Provided entries:

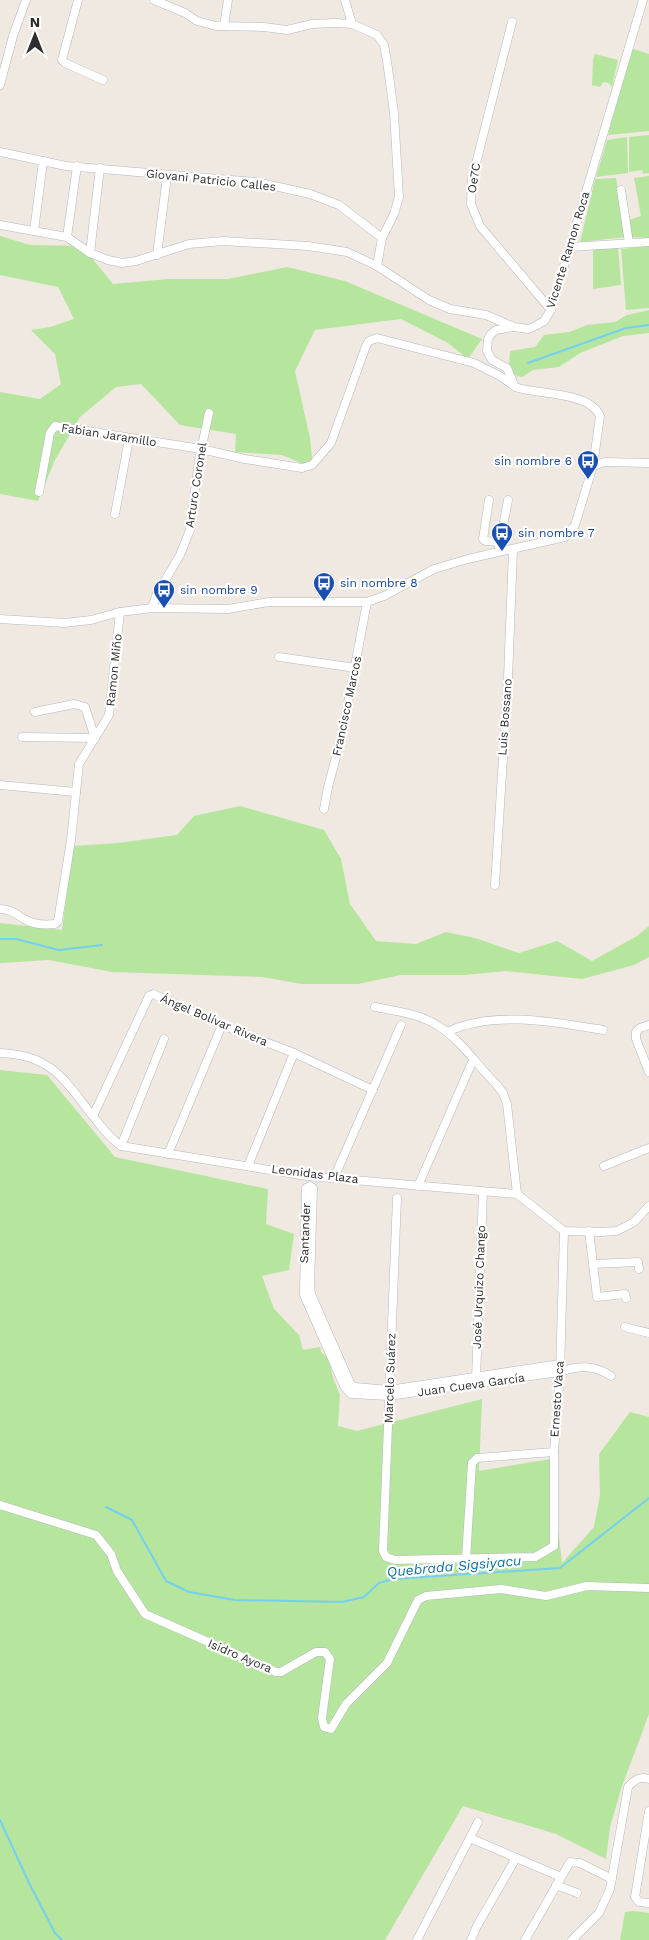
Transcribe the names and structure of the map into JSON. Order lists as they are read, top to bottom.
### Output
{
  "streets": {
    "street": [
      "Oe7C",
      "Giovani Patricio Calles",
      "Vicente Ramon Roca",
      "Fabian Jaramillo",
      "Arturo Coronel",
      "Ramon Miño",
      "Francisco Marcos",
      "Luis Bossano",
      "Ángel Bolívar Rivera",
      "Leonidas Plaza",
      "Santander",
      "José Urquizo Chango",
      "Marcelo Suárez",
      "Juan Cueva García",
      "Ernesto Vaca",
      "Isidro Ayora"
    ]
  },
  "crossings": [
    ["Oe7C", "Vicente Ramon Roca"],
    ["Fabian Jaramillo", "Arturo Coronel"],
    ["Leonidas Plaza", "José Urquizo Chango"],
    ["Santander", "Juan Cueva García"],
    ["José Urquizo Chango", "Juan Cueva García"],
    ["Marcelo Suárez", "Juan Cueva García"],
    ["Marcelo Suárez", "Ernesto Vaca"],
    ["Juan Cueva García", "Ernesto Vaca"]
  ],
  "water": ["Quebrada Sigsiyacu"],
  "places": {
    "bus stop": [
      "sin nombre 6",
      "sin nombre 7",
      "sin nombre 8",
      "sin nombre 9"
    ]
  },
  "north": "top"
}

Task: Could you state how many lines of the records contain "Marcelo"? Give the number and nothing else.

Output: 3